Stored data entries

Start of Block

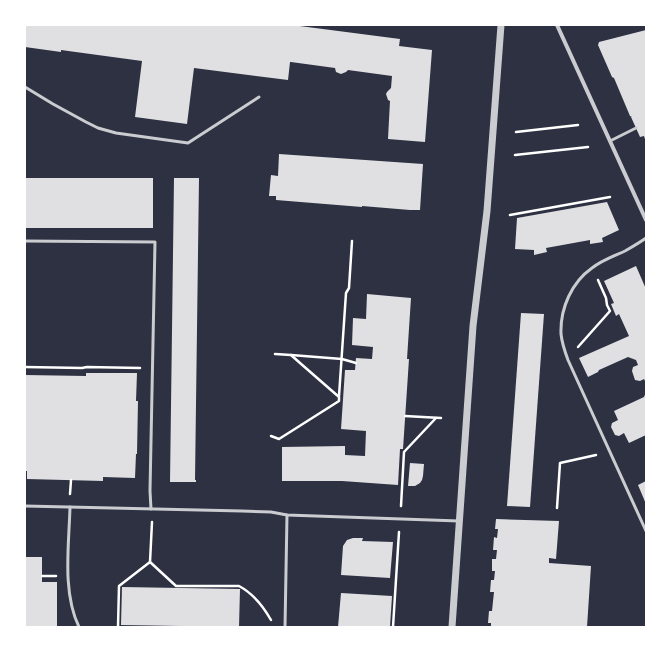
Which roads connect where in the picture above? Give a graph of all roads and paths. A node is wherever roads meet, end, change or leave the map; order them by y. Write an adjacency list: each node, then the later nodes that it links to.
1 (501, 25): 39 (street)
2 (557, 25): 8 (street)
3 (25, 87): 4 (lane)
4 (259, 97)
5 (578, 125): 7 (path)
6 (636, 128): 8 (lane)
7 (516, 132)
8 (610, 141): 13 (street)
9 (588, 147): 10 (path)
10 (515, 155)
11 (610, 197): 12 (path)
12 (510, 215)
13 (646, 220)
14 (646, 238): 30 (lane)
15 (25, 241): 37 (lane)
16 (352, 241): 21 (path)
17 (596, 274): 18 (path)
18 (577, 348)
19 (275, 354): 20 (path)
20 (291, 355): 21 (path); 25 (path)
21 (342, 359): 22 (path); 25 (path)
22 (356, 363)
23 (25, 367): 24 (path)
24 (140, 368)
25 (340, 398): 29 (path)
26 (405, 416): 27 (path)
27 (436, 418): 28 (path); 34 (path)
28 (441, 418)
29 (271, 436)
30 (610, 452): 36 (path); 41 (lane)
31 (71, 480): 32 (path)
32 (70, 491)
33 (25, 506): 35 (lane)
34 (401, 506)
35 (70, 507): 37 (lane); 44 (lane)
36 (557, 508)
37 (151, 509): 38 (lane); 42 (path)
38 (287, 515): 39 (lane); 46 (lane)
39 (459, 521): 48 (street)
40 (399, 531): 47 (path)
41 (646, 531)
42 (150, 562): 43 (path); 45 (path)
43 (275, 626)
44 (79, 627)
45 (118, 627)
46 (285, 627)
47 (393, 627)
48 (452, 627)

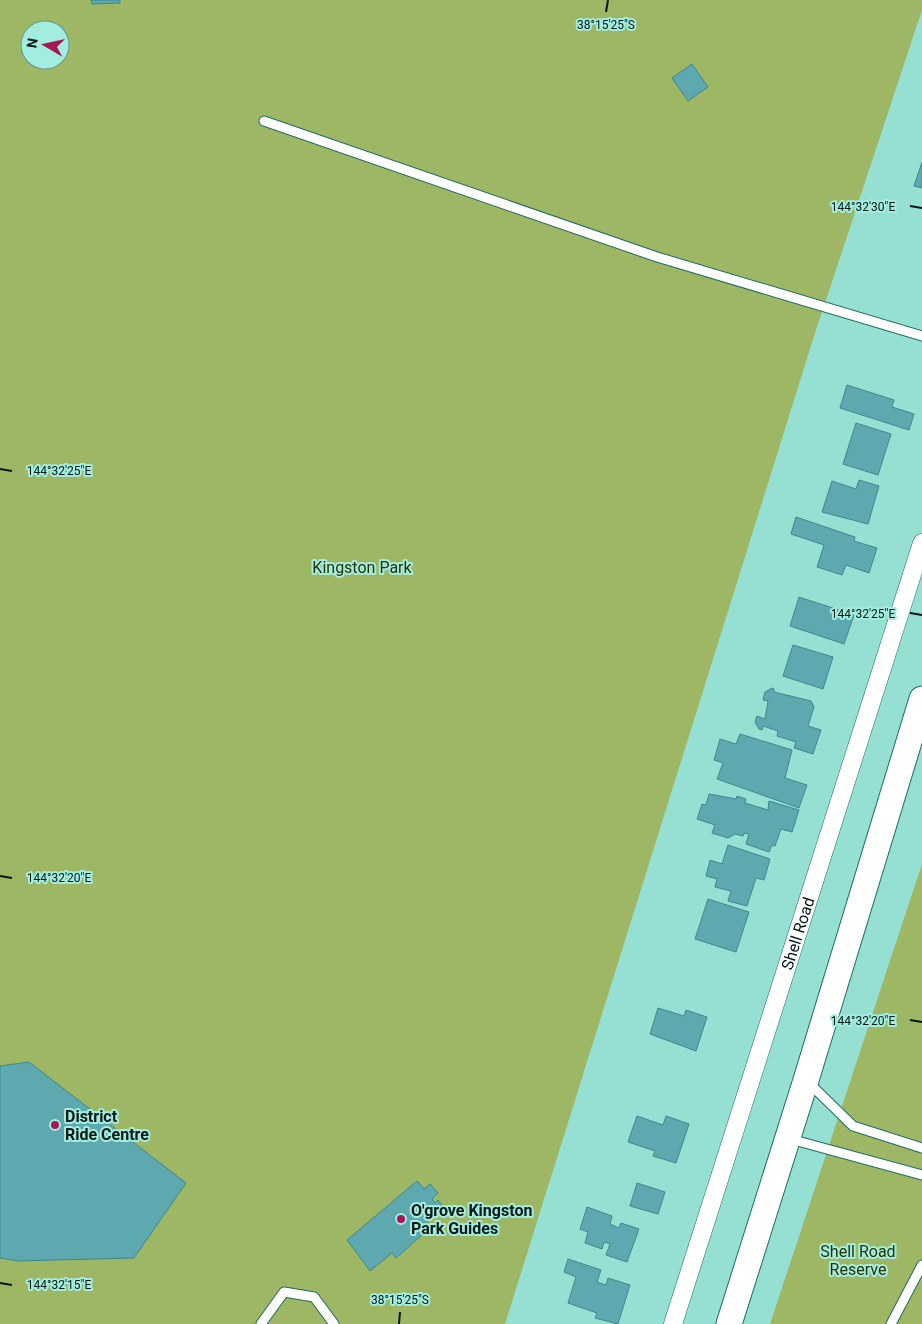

End of Block

Retype the entries above word for word, minus any images.

#### [Exercise response]
Which roads connect where in the picture above? Give a graph of all roads and paths. A node is wherever roads meet, end, change or leave the map; order them by y. Write an adjacency list: each node, then the later nodes that it links to.
1 (501, 25): 39 (street)
2 (557, 25): 8 (street)
3 (25, 87): 4 (lane)
4 (259, 97)
5 (578, 125): 7 (path)
6 (636, 128): 8 (lane)
7 (516, 132)
8 (610, 141): 13 (street)
9 (588, 147): 10 (path)
10 (515, 155)
11 (610, 197): 12 (path)
12 (510, 215)
13 (646, 220)
14 (646, 238): 30 (lane)
15 (25, 241): 37 (lane)
16 (352, 241): 21 (path)
17 (596, 274): 18 (path)
18 (577, 348)
19 (275, 354): 20 (path)
20 (291, 355): 21 (path); 25 (path)
21 (342, 359): 22 (path); 25 (path)
22 (356, 363)
23 (25, 367): 24 (path)
24 (140, 368)
25 (340, 398): 29 (path)
26 (405, 416): 27 (path)
27 (436, 418): 28 (path); 34 (path)
28 (441, 418)
29 (271, 436)
30 (610, 452): 36 (path); 41 (lane)
31 (71, 480): 32 (path)
32 (70, 491)
33 (25, 506): 35 (lane)
34 (401, 506)
35 (70, 507): 37 (lane); 44 (lane)
36 (557, 508)
37 (151, 509): 38 (lane); 42 (path)
38 (287, 515): 39 (lane); 46 (lane)
39 (459, 521): 48 (street)
40 (399, 531): 47 (path)
41 (646, 531)
42 (150, 562): 43 (path); 45 (path)
43 (275, 626)
44 (79, 627)
45 (118, 627)
46 (285, 627)
47 (393, 627)
48 (452, 627)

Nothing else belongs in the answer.